# Action item
The answer must reproduce all of the data below exactly and contain no images.

# Exercise inputs
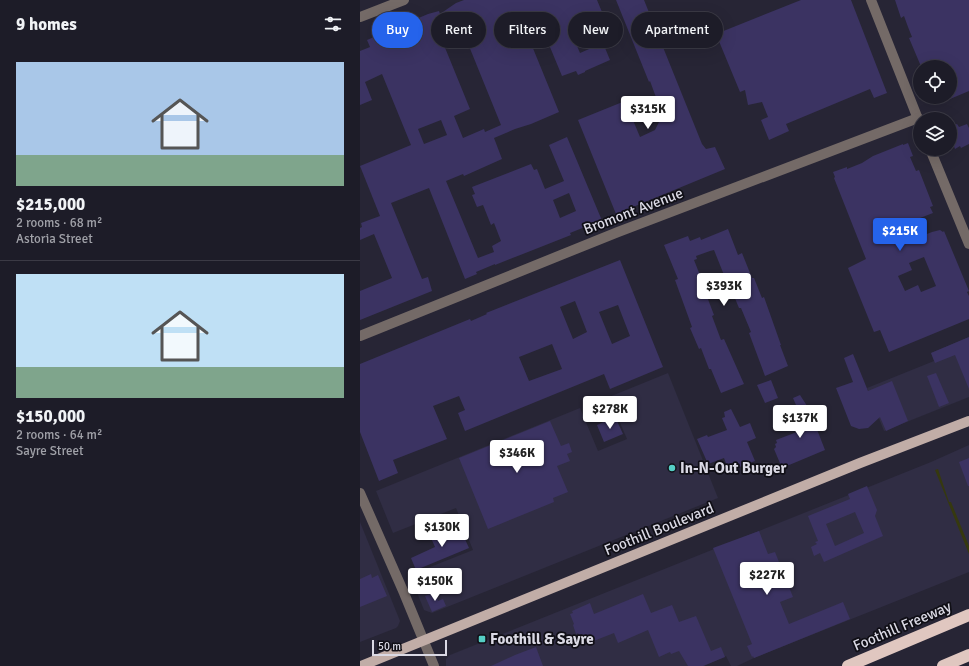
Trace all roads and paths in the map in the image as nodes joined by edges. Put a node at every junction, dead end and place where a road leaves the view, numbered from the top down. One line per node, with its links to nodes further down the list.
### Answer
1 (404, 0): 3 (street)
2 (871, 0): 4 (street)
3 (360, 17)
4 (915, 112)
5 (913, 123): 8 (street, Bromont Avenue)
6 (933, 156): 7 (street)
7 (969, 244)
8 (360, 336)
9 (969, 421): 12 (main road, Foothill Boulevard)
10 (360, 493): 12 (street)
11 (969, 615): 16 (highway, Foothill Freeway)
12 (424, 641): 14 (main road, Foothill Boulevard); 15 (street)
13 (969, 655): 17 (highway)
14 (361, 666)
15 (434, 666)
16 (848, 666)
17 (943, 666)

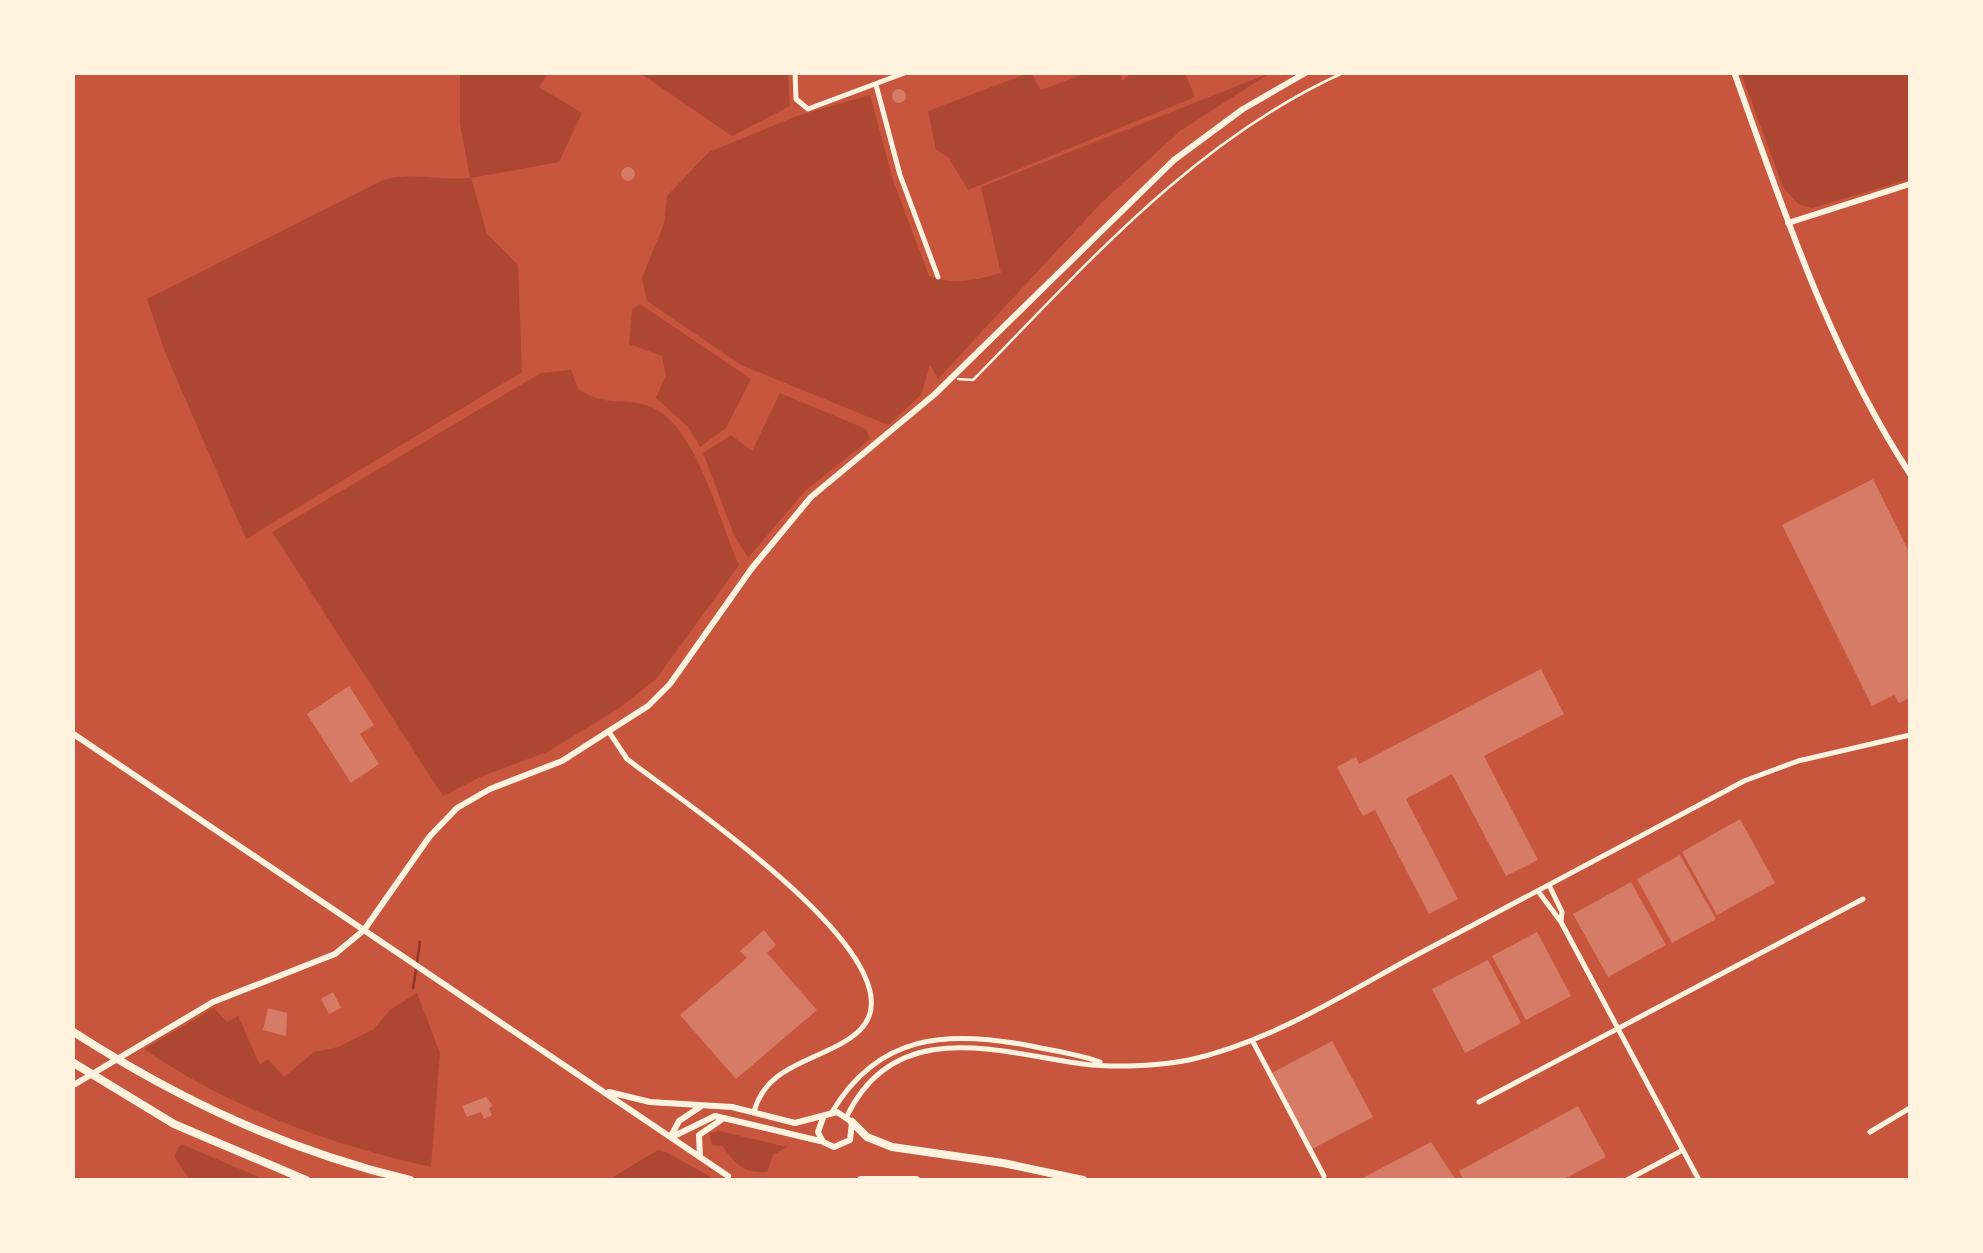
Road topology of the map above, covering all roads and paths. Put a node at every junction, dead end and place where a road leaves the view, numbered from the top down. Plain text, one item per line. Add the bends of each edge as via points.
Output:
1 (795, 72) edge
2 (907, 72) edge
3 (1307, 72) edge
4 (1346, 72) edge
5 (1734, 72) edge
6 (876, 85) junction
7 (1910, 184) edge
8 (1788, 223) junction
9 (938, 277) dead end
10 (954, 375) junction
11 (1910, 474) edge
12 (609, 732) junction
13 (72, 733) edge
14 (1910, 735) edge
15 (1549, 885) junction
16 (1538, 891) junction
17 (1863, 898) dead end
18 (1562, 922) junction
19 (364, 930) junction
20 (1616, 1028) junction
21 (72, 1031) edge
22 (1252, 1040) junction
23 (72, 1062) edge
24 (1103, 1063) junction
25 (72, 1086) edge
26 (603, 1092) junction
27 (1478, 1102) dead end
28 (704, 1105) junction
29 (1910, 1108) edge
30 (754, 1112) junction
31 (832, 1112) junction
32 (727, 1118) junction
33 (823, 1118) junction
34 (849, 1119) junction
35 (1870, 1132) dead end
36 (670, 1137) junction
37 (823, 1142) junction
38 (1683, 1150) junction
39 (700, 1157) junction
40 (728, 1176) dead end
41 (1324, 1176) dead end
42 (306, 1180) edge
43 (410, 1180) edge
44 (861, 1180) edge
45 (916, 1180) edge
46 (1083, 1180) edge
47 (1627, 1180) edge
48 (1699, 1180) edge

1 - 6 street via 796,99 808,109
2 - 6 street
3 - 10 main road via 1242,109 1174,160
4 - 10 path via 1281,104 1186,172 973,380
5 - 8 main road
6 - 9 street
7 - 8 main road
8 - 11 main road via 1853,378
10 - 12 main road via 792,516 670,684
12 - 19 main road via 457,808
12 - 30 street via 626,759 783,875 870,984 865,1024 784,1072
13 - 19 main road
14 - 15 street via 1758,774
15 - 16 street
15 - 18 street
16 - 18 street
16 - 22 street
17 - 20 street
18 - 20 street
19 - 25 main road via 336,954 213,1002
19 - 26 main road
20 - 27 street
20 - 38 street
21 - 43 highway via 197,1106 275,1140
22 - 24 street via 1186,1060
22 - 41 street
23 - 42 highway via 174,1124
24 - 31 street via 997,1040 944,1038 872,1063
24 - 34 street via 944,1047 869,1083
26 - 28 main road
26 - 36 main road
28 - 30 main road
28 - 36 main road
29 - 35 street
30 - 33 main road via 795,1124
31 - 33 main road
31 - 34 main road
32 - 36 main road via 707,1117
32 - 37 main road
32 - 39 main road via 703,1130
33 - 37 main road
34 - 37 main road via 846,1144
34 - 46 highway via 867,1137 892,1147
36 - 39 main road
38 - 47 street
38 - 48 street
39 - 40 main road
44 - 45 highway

# Your response
Trace all roads and paths in the map in the image as nodes joined by edges. Put a node at every junction, dead end and place where a road leaves the view, numbered from the top down. One line per node, with its links to nodes further down the list.
### Answer
1 (404, 0): 3 (street)
2 (871, 0): 4 (street)
3 (360, 17)
4 (915, 112)
5 (913, 123): 8 (street, Bromont Avenue)
6 (933, 156): 7 (street)
7 (969, 244)
8 (360, 336)
9 (969, 421): 12 (main road, Foothill Boulevard)
10 (360, 493): 12 (street)
11 (969, 615): 16 (highway, Foothill Freeway)
12 (424, 641): 14 (main road, Foothill Boulevard); 15 (street)
13 (969, 655): 17 (highway)
14 (361, 666)
15 (434, 666)
16 (848, 666)
17 (943, 666)

Road topology of the map above, covering all roads and paths. Put a node at every junction, dead end and place where a road leaves the view, numbered from the top down. Plain text, one item per line. Add the bends of each edge as via points.
Output:
1 (795, 72) edge
2 (907, 72) edge
3 (1307, 72) edge
4 (1346, 72) edge
5 (1734, 72) edge
6 (876, 85) junction
7 (1910, 184) edge
8 (1788, 223) junction
9 (938, 277) dead end
10 (954, 375) junction
11 (1910, 474) edge
12 (609, 732) junction
13 (72, 733) edge
14 (1910, 735) edge
15 (1549, 885) junction
16 (1538, 891) junction
17 (1863, 898) dead end
18 (1562, 922) junction
19 (364, 930) junction
20 (1616, 1028) junction
21 (72, 1031) edge
22 (1252, 1040) junction
23 (72, 1062) edge
24 (1103, 1063) junction
25 (72, 1086) edge
26 (603, 1092) junction
27 (1478, 1102) dead end
28 (704, 1105) junction
29 (1910, 1108) edge
30 (754, 1112) junction
31 (832, 1112) junction
32 (727, 1118) junction
33 (823, 1118) junction
34 (849, 1119) junction
35 (1870, 1132) dead end
36 (670, 1137) junction
37 (823, 1142) junction
38 (1683, 1150) junction
39 (700, 1157) junction
40 (728, 1176) dead end
41 (1324, 1176) dead end
42 (306, 1180) edge
43 (410, 1180) edge
44 (861, 1180) edge
45 (916, 1180) edge
46 (1083, 1180) edge
47 (1627, 1180) edge
48 (1699, 1180) edge

1 - 6 street via 796,99 808,109
2 - 6 street
3 - 10 main road via 1242,109 1174,160
4 - 10 path via 1281,104 1186,172 973,380
5 - 8 main road
6 - 9 street
7 - 8 main road
8 - 11 main road via 1853,378
10 - 12 main road via 792,516 670,684
12 - 19 main road via 457,808
12 - 30 street via 626,759 783,875 870,984 865,1024 784,1072
13 - 19 main road
14 - 15 street via 1758,774
15 - 16 street
15 - 18 street
16 - 18 street
16 - 22 street
17 - 20 street
18 - 20 street
19 - 25 main road via 336,954 213,1002
19 - 26 main road
20 - 27 street
20 - 38 street
21 - 43 highway via 197,1106 275,1140
22 - 24 street via 1186,1060
22 - 41 street
23 - 42 highway via 174,1124
24 - 31 street via 997,1040 944,1038 872,1063
24 - 34 street via 944,1047 869,1083
26 - 28 main road
26 - 36 main road
28 - 30 main road
28 - 36 main road
29 - 35 street
30 - 33 main road via 795,1124
31 - 33 main road
31 - 34 main road
32 - 36 main road via 707,1117
32 - 37 main road
32 - 39 main road via 703,1130
33 - 37 main road
34 - 37 main road via 846,1144
34 - 46 highway via 867,1137 892,1147
36 - 39 main road
38 - 47 street
38 - 48 street
39 - 40 main road
44 - 45 highway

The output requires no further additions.